Глубина сонетной лирики Шекспира, Петрарки, Данте была по достоинству оценена в последующие столетия. Сонеты писали Мильтон, Камоэнс, Гёте, Мицкевич, Лонгфелло, Бодлер, Бехер, Межелайтис и др. В России особый интерес к сонету проявился у поэтов серебряного века: И. Анненского, Вяч. Иванова, В. Брюсова, А. Ахматовой, И. Бунина и др. Из национальных поэтов в России сонетом увлекались Р. Гамзатов (авар.), К. Кулиев (балкар.), А. Шогенцуков (кабард.) А. Бик, М. Казаков, В. Колумб (марийск.), Г. Сабитов (удм.), В. Паймен, С. Шавлы, Теветкел Микул (чуваш.) и др. В мировой литературе шекспировские реминисценции отразились как на уровне формы сонета (три четверостишия и дистих), так и содержания. Многими авторами в сонетах затрагивались сюжеты шекспировских пьес: «Провалы улиц городских бездонных…», «О, память драгоценных вечеров…» (Г. Лонгфелло); «Спокойные прикосновенья рук…» (И.-Р. Бехер); «Мудрец мучительный Шакеспеар…» (Ф. Сологуб); «Средь инструментов всех волшебней лира…» (К. Бальмонт).
В одном из сонетов Р. Гамзатова угадывается шекспировский мотив из «Ромео и Джульетты»: «…мне кажется порою, /Как будто мы с тобой воскрешены / Из повестей старинных, где герои / Погибнуть от любви обречены» (пер. Н. Гребнева). В стихотворении Н. Гумилева «Когда вступила в спальню Дездемона….» представлен образ неумолимого Отелло, «черного мавра со взорами дракона». В лирической пьесе К. Бальмонта «Заклятый дух на отмели времен» воспроизведены наиболее существенные детали трагедии «Макбет», в особенности ярок образ главного героя, неожиданно ставшего Гламисским и Кавдорским таном, который, «от страшных ведьм приявши гордый сон», по существу, «дьявольским был сглазом ослеплен». Сам Шекспир, назван автором Эвонским лебедем (так как родился в г. Страдфорд-на-Эйвоне) и величайшим поэтом, который «сердец изведал глубь и цвет».
Сюжеты шекспировских произведений нашли отклик не только в сонетной лирике российских и зарубежных поэтов, но и в иных формах литературного творчества. В частности, на уроках в школе могут быть использованы литературные реминисценции из пьесы Б. Шоу «Смуглая леди сонетов», повестей И. Тургенева, Н. Лескова, лирики А. Блока, М. Цветаевой, А. Ахматовой, Б. Пастернака, О. Мандельштама, К. Кулиева, фрагменты из литературно-критических работ И.-В. Гёте, К. Станиславского и др. Обращение к сонетной лирике Шекспира может стать началом подробного разговора о его творчестве. На факультативных занятиях по зарубежной литературе учащимся можно предложить целый спецкурс по творчеству английского классика эпохи Возрождения. Ниже предлагается примерная тематика уроков проблемного типа по творчеству Шекспира для учащихся старших классов.

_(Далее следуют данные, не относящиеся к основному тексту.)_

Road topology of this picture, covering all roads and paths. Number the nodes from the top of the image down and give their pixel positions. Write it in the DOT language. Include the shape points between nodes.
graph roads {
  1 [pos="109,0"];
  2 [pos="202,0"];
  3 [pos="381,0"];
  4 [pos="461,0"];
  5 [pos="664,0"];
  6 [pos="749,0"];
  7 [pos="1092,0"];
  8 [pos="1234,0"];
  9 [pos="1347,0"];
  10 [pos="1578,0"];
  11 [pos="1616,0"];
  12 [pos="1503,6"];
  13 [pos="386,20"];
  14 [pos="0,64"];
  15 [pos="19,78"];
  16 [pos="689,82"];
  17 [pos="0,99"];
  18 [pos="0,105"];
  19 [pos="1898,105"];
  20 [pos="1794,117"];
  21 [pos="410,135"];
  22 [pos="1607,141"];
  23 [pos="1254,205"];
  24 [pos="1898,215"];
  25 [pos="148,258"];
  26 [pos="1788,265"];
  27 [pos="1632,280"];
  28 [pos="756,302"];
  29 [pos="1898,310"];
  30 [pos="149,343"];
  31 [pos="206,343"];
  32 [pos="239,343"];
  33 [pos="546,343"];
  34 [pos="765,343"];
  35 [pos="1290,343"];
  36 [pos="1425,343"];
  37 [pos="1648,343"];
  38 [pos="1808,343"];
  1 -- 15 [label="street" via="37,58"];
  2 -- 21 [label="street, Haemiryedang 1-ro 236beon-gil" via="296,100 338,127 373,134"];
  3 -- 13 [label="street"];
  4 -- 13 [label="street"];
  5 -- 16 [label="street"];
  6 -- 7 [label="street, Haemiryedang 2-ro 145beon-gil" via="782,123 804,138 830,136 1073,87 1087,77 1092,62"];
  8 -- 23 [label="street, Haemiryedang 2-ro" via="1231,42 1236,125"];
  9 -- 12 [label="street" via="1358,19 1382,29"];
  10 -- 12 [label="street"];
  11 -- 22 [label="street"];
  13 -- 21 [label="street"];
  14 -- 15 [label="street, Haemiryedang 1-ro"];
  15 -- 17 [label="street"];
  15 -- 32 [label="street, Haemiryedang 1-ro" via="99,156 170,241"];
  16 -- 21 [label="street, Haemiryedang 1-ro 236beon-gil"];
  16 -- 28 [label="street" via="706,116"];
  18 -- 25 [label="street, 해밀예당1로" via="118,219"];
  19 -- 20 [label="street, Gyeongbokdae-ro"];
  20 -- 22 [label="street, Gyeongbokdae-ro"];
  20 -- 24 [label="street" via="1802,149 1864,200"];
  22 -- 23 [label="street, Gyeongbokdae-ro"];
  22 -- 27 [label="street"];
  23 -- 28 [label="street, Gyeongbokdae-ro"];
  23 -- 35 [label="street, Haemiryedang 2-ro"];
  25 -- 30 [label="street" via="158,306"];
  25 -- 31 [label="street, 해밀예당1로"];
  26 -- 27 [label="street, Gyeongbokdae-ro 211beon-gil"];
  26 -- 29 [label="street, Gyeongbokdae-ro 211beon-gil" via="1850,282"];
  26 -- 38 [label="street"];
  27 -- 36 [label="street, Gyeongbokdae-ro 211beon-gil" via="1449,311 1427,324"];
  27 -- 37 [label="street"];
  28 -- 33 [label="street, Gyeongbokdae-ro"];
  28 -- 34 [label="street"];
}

1. «Что может мозг бумаге передать?..» (Биографические сведения о Шекспире. Увлечение Шекспира сценическим искусством. Театр «Глобус».)
2. «Пой, суетная муза, для того, кто может оценить твою игру…» (Урок по сонетной лирике Шекспира.)

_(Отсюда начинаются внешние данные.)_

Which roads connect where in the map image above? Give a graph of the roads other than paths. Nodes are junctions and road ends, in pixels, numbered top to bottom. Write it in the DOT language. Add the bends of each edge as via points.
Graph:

3. «Исконная вражда семей меж ними / Раскрыла пропасть страшной глубины». (Урок по трагедии «Ромео и Джульетта».)
4. «Чувствительность – высоких душ несчастье…» (Урок по трагедии «Отелло».)

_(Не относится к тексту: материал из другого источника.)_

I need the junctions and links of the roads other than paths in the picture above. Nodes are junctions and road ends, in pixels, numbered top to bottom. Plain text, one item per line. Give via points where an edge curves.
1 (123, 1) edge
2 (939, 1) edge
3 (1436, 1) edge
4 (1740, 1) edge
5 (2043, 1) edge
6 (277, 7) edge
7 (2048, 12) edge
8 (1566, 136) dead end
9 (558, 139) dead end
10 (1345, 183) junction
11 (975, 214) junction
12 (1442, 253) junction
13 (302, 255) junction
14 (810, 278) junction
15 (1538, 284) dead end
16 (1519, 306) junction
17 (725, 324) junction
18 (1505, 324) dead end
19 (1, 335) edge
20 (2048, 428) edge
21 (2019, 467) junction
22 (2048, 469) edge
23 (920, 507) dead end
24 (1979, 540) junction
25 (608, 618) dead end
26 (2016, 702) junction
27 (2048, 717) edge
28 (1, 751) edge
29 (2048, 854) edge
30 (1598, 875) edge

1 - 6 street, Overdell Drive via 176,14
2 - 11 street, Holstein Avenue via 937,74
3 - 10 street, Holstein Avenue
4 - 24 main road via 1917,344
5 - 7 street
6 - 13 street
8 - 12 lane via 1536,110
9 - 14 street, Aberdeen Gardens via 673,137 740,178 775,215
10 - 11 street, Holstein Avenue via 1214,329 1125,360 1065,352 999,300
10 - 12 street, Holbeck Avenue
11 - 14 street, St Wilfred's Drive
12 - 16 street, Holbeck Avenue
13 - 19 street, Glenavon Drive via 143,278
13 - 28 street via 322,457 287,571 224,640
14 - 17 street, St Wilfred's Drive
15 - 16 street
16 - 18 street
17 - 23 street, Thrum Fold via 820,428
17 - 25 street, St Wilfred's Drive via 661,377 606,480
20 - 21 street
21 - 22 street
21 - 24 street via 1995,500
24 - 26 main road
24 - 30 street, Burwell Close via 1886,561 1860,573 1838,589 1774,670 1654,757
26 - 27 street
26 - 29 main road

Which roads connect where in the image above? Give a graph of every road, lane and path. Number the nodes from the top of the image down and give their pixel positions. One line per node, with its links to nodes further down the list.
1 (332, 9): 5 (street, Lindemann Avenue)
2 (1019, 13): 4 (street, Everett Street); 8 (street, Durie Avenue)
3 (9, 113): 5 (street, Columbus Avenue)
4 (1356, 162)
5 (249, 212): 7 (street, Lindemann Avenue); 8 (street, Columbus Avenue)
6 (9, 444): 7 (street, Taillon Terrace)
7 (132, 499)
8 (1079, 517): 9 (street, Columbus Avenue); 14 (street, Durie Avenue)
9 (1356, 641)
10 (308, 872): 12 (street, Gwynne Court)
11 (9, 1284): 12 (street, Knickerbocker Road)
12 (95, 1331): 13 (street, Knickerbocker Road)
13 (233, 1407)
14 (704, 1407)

5. «…у меня в груди / Всё вытеснено вон душевной бурей». (Урок по трагедии «Король Лир».)
6. «…Макбет – злодей / Без ваших колдовских затей». (Урок по трагедии «Макбет».)
7. «Век расшатался и скверней всего, /Что я рожден восстановить его….» (Урок по трагедии «Гамлет».)
8. «Шекспир! И несть ему конца!» (О шекспировских реминисценциях в зарубежной и отечественной литературе. Шекспировские постановки на сценах республиканских театров в Татарии, Бурятии, Якутии и других регионах России.)